**DESCRIPTION OF THE TASK**
Check each line of the entries below for the word "Vorder", and copy out the ones that have it.

** Opening SOURCE MATERIAL block **

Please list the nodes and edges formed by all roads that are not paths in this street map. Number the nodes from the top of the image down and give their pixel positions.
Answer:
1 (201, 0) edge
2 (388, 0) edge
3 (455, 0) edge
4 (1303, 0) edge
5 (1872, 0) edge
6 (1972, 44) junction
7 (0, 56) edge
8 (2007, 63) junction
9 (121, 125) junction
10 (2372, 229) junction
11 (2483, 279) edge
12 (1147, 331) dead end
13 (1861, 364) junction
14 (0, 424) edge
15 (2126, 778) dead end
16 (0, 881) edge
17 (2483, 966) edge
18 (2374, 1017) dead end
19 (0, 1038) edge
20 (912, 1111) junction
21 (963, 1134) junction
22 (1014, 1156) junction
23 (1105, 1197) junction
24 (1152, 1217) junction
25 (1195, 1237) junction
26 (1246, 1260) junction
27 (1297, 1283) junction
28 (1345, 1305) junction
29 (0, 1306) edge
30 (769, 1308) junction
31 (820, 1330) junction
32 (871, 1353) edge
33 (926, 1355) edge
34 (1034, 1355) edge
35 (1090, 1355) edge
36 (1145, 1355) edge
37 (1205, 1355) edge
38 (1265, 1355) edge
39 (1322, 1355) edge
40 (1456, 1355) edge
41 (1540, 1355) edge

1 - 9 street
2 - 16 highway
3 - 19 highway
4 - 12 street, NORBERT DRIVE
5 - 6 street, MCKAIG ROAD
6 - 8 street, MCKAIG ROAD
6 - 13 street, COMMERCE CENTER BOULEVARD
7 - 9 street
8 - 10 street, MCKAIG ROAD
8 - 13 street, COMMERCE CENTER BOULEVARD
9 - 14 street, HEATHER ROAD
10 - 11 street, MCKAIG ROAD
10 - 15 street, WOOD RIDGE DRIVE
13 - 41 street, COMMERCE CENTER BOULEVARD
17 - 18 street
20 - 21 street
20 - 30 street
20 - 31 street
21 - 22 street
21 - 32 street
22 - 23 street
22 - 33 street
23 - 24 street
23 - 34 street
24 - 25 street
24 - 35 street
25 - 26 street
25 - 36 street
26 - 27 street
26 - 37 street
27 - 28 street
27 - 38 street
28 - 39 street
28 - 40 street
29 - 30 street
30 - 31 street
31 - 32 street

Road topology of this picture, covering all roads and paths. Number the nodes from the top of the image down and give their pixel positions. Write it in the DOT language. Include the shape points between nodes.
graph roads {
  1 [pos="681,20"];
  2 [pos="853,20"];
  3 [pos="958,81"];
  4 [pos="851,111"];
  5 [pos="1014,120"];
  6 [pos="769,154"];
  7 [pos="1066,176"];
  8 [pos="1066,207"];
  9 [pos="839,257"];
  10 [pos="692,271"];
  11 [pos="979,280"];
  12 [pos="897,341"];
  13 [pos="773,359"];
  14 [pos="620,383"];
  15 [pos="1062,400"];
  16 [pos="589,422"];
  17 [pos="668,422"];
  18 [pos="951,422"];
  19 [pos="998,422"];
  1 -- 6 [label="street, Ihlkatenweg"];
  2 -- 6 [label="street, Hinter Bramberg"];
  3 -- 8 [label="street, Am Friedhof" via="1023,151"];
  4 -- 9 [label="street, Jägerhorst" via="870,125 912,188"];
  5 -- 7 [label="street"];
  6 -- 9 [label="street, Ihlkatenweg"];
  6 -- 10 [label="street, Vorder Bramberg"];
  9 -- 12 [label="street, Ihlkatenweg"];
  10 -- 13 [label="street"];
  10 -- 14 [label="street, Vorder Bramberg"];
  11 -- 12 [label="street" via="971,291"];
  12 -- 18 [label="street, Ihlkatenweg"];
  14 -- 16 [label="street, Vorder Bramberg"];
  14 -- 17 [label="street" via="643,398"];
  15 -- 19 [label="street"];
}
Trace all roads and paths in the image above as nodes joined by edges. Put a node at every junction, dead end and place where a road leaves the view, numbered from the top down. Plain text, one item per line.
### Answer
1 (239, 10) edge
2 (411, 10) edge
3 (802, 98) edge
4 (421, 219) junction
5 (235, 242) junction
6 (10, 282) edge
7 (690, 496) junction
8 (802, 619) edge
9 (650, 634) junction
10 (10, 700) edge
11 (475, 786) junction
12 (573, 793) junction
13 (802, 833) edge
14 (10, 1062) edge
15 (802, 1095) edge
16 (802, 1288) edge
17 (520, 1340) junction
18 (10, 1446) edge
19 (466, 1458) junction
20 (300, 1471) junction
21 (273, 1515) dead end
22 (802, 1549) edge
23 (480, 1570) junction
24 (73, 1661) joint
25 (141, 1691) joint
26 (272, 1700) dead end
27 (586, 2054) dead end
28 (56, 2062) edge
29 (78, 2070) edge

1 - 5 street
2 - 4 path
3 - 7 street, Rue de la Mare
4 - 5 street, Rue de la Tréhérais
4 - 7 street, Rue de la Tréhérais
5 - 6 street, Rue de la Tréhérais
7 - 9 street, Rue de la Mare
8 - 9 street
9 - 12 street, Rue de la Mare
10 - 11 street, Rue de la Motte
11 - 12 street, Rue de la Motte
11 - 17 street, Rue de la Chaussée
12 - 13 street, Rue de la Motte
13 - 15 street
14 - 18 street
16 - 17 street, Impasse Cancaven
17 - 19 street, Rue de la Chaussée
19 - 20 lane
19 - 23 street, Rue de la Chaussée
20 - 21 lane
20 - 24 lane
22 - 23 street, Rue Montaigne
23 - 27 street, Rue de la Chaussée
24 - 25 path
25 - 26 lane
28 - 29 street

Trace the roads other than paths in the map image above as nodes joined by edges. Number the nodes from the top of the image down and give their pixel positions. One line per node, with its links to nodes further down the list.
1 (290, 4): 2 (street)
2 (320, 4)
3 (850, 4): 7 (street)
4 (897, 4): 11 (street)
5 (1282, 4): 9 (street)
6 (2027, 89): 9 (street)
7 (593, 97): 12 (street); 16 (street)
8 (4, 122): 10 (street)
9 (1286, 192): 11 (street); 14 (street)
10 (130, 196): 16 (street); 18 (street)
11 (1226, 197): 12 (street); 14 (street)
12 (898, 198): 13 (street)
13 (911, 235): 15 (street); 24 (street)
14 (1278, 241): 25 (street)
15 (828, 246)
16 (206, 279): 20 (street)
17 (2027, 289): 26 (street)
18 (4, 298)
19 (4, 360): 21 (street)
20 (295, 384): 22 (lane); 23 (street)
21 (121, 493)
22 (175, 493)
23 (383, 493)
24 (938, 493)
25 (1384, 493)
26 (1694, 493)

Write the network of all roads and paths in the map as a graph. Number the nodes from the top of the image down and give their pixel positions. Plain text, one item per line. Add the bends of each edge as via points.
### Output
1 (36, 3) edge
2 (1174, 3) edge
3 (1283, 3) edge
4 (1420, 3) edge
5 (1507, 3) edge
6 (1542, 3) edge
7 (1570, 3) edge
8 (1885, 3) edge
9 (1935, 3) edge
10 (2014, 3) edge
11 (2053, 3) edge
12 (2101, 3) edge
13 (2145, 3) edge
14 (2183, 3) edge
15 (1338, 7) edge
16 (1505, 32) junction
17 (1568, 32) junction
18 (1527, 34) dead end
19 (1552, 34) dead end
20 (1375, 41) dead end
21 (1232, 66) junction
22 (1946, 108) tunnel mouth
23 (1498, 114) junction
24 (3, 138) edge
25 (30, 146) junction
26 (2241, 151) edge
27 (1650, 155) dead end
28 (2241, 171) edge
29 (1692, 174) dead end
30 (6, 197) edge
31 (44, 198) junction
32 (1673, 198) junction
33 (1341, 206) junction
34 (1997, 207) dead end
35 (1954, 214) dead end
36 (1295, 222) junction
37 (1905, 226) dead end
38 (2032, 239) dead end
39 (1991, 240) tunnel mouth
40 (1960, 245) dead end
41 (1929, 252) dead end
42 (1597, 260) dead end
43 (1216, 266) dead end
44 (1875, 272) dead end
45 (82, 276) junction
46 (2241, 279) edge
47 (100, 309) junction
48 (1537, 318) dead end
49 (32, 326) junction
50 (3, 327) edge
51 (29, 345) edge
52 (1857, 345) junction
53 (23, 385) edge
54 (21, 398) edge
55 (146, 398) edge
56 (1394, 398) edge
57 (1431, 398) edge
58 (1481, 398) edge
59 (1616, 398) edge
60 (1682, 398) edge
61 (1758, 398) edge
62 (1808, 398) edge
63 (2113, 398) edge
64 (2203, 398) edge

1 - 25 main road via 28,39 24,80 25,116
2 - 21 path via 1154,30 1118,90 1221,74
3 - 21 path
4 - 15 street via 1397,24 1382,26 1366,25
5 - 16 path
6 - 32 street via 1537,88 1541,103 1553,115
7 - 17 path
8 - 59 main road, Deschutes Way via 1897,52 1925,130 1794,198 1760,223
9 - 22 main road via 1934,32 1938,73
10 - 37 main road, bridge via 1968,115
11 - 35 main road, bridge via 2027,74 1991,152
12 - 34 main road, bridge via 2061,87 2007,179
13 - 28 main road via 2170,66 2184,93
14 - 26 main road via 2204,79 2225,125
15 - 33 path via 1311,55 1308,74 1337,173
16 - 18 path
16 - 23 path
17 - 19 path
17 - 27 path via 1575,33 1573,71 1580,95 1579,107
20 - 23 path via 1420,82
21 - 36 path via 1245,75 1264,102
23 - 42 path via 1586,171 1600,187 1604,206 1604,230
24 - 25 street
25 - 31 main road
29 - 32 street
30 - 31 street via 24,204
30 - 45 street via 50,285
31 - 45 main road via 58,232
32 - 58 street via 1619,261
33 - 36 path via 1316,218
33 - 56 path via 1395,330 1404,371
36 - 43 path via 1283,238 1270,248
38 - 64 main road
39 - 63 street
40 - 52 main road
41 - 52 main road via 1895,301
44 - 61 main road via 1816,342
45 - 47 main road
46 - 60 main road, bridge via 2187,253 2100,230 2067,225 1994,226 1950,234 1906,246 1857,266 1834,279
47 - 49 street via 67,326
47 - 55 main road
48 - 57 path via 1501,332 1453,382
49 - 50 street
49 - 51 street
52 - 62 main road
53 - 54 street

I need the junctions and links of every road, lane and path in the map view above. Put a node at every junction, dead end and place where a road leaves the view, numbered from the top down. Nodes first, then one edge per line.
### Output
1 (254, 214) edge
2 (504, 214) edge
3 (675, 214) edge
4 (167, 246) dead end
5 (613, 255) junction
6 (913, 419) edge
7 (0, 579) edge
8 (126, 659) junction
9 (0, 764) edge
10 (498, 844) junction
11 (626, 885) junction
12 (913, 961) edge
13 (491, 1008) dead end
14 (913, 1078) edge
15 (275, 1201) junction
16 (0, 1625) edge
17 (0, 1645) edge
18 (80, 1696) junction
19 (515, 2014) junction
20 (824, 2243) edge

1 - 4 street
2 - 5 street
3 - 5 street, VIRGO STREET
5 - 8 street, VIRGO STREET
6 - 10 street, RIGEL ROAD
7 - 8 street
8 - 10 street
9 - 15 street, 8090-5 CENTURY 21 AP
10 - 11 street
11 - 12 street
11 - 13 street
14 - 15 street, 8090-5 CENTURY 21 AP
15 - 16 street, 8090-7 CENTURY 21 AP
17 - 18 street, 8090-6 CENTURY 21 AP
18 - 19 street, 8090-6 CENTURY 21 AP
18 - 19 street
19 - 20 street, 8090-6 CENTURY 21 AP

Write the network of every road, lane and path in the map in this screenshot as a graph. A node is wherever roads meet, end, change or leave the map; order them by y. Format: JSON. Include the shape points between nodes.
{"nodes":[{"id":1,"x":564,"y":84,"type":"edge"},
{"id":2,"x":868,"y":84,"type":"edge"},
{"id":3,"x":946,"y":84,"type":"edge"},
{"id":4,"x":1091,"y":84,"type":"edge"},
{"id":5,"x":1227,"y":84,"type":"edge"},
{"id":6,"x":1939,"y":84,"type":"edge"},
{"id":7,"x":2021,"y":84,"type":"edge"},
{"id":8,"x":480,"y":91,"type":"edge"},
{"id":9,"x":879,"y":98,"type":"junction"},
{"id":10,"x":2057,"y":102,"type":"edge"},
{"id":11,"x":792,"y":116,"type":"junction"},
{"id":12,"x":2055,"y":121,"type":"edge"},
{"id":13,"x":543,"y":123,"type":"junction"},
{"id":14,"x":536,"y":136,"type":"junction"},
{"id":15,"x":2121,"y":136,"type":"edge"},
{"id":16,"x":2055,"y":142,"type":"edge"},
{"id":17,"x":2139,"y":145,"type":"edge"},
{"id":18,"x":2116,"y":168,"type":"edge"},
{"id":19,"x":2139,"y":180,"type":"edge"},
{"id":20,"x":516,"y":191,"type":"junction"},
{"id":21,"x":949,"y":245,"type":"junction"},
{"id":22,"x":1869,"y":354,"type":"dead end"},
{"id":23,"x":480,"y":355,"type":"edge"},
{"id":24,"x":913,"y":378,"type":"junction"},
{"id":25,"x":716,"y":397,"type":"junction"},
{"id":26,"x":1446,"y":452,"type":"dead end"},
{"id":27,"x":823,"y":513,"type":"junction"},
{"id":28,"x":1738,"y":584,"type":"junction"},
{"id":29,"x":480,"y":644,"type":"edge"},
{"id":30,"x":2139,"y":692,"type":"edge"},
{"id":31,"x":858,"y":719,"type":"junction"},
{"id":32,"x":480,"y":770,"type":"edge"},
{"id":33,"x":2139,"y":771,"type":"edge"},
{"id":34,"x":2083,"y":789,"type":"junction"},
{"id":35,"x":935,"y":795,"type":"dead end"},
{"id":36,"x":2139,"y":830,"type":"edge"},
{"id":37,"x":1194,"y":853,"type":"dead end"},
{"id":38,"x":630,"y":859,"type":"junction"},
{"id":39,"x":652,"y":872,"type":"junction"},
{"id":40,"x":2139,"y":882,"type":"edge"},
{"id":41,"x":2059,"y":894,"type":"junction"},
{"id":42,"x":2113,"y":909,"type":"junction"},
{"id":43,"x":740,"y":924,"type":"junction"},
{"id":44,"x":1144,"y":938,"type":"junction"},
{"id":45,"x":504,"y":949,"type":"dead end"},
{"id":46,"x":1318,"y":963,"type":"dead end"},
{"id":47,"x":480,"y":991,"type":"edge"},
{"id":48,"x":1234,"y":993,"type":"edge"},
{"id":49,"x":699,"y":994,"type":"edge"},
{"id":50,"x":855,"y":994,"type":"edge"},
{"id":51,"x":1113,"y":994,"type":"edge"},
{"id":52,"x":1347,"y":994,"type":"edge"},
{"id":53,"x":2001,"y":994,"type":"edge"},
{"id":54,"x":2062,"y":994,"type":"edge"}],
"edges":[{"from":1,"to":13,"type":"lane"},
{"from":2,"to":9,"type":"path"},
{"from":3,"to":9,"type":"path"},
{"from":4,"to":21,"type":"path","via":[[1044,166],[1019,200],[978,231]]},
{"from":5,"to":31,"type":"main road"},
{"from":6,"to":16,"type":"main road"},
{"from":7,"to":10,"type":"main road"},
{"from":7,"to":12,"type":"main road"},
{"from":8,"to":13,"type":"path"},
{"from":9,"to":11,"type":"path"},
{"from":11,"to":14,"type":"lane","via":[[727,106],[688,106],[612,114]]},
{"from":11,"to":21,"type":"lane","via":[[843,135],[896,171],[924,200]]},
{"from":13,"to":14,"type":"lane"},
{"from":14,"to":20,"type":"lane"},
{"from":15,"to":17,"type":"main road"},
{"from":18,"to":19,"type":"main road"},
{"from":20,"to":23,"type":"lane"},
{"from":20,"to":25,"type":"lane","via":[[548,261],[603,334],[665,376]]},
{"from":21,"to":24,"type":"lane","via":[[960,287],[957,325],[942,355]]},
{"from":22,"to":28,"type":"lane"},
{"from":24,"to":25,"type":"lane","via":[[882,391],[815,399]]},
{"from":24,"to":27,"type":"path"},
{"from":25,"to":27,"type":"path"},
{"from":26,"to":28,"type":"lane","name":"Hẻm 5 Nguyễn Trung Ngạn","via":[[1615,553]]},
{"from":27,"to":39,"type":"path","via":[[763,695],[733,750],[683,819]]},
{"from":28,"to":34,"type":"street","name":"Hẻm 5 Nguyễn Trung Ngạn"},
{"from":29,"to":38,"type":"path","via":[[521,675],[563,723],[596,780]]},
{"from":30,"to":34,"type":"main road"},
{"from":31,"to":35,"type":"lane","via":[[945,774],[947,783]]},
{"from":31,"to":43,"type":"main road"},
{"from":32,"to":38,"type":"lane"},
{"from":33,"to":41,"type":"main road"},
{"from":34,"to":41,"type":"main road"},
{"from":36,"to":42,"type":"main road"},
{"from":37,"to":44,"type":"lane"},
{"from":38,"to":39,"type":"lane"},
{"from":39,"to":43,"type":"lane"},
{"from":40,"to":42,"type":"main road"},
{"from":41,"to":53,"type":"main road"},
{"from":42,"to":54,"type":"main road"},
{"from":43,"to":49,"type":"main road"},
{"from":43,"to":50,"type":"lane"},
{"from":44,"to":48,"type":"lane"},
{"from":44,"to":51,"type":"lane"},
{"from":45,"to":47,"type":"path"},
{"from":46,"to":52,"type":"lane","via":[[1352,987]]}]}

** Closing SOURCE MATERIAL block **

**RESULT FOR THIS EXERCISE**
  6 -- 10 [label="street, Vorder Bramberg"];
  10 -- 14 [label="street, Vorder Bramberg"];
  14 -- 16 [label="street, Vorder Bramberg"];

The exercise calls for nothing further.